=== Assignment ===
Copy out exactly the lines from the line containing "Road topology of" to the end of the listing.

=== Excerpted records ===
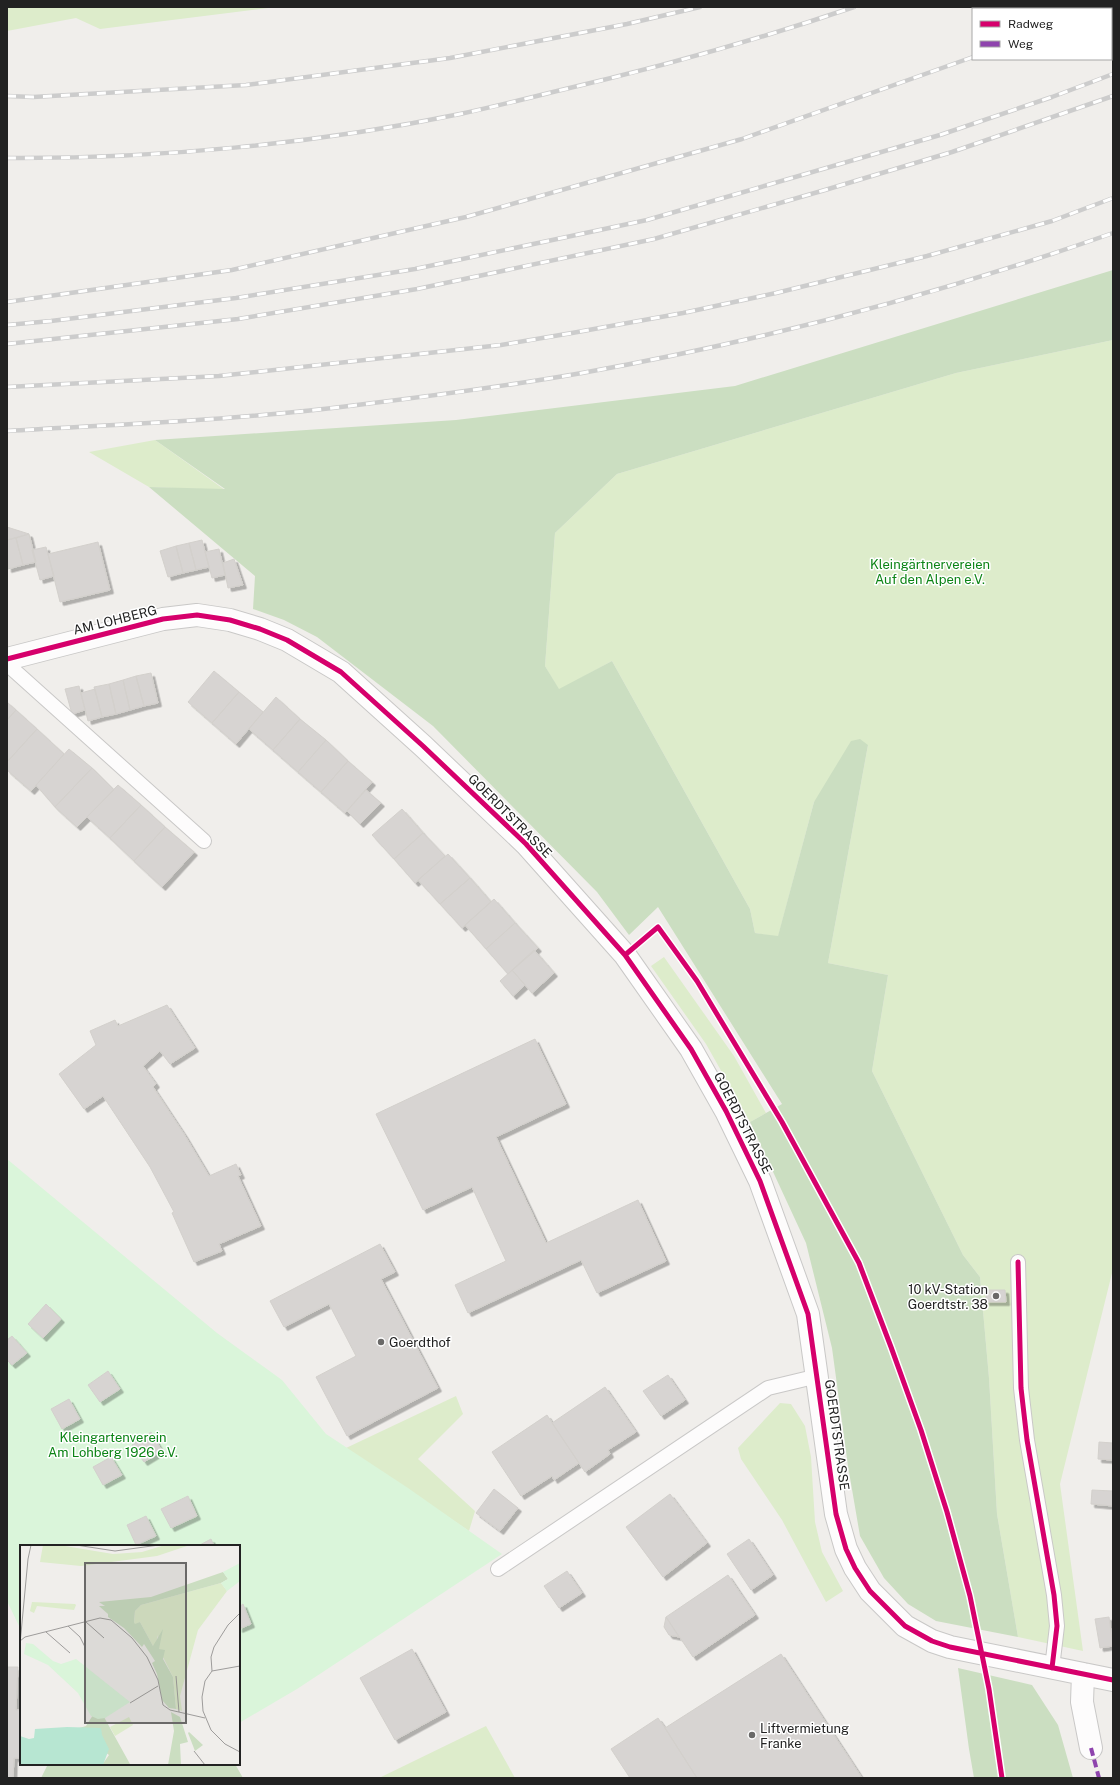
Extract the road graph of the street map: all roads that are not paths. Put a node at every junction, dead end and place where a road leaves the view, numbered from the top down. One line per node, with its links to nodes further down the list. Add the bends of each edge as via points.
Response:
1 (230, 620): 2 (street, AM LOHBERG, via 197,615 163,619); 6 (street, GOERDTSTRASSE, via 287,640 341,672 526,844 624,955 691,1049 760,1181 808,1314)
2 (7, 659)
3 (7, 664): 4 (lane)
4 (204, 842)
5 (1018, 1262): 8 (lane, via 1023,1403 1027,1440 1056,1611 1057,1626)
6 (818, 1376): 7 (lane, GOERDTSTRASSE, via 768,1388); 8 (street, GOERDTSTRASSE, via 836,1514 846,1549 870,1591 905,1626 932,1640)
7 (498, 1570)
8 (1052, 1668): 9 (street, GOERDTSTRASSE)
9 (1083, 1674): 10 (street, GOERDTSTRASSE); 11 (street, via 1082,1702)
10 (1113, 1680)
11 (1091, 1748)

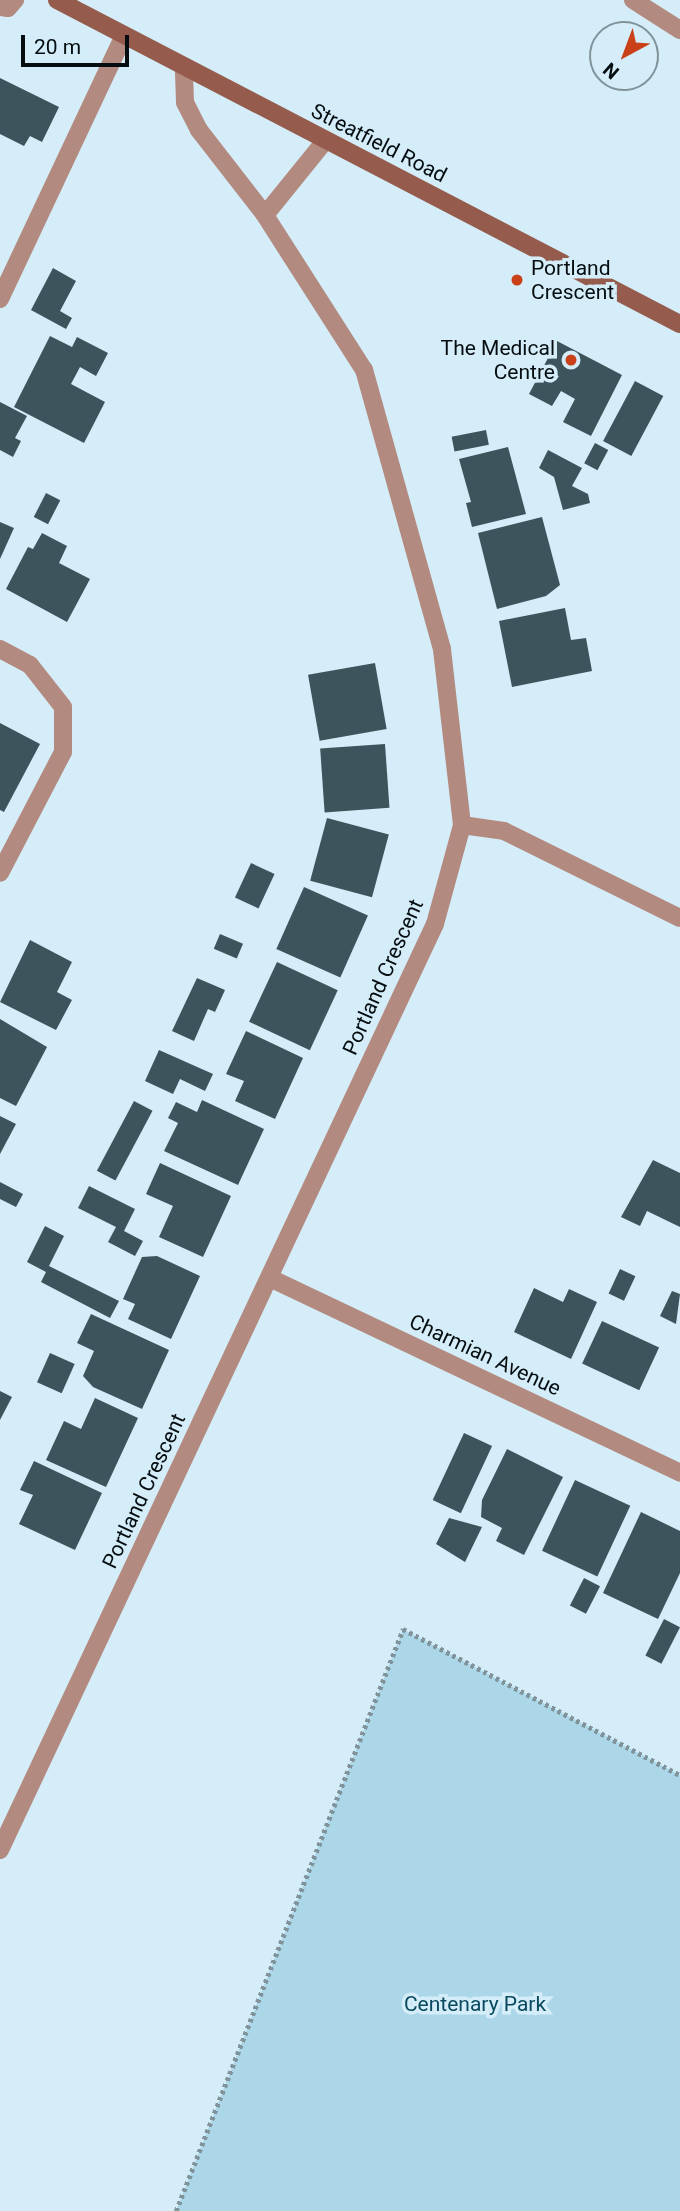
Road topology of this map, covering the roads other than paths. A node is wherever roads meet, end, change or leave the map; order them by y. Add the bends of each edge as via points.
1 (15, 0) edge
2 (57, 0) edge
3 (633, 0) edge
4 (0, 7) edge
5 (680, 30) edge
6 (124, 36) junction
7 (184, 68) junction
8 (325, 141) junction
9 (265, 215) junction
10 (0, 299) edge
11 (680, 324) edge
12 (0, 649) edge
13 (461, 825) junction
14 (0, 873) edge
15 (680, 918) edge
16 (270, 1278) junction
17 (680, 1474) edge
18 (0, 1850) edge

1 - 4 street via 8,8
2 - 6 street, Streatfield Road
3 - 5 street
6 - 7 street, Streatfield Road
6 - 10 street
7 - 8 street, Streatfield Road
7 - 9 street, Portland Crescent via 185,102 199,131
8 - 9 street
8 - 11 street, Streatfield Road
9 - 13 street, Portland Crescent via 364,370 442,649
12 - 14 street via 30,665 63,707 63,752
13 - 15 street via 504,831
13 - 16 street, Portland Crescent via 435,924
16 - 17 street, Charmian Avenue
16 - 18 street, Portland Crescent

=== Response area ===
Road topology of this map, covering the roads other than paths. A node is wherever roads meet, end, change or leave the map; order them by y. Add the bends of each edge as via points.
1 (15, 0) edge
2 (57, 0) edge
3 (633, 0) edge
4 (0, 7) edge
5 (680, 30) edge
6 (124, 36) junction
7 (184, 68) junction
8 (325, 141) junction
9 (265, 215) junction
10 (0, 299) edge
11 (680, 324) edge
12 (0, 649) edge
13 (461, 825) junction
14 (0, 873) edge
15 (680, 918) edge
16 (270, 1278) junction
17 (680, 1474) edge
18 (0, 1850) edge

1 - 4 street via 8,8
2 - 6 street, Streatfield Road
3 - 5 street
6 - 7 street, Streatfield Road
6 - 10 street
7 - 8 street, Streatfield Road
7 - 9 street, Portland Crescent via 185,102 199,131
8 - 9 street
8 - 11 street, Streatfield Road
9 - 13 street, Portland Crescent via 364,370 442,649
12 - 14 street via 30,665 63,707 63,752
13 - 15 street via 504,831
13 - 16 street, Portland Crescent via 435,924
16 - 17 street, Charmian Avenue
16 - 18 street, Portland Crescent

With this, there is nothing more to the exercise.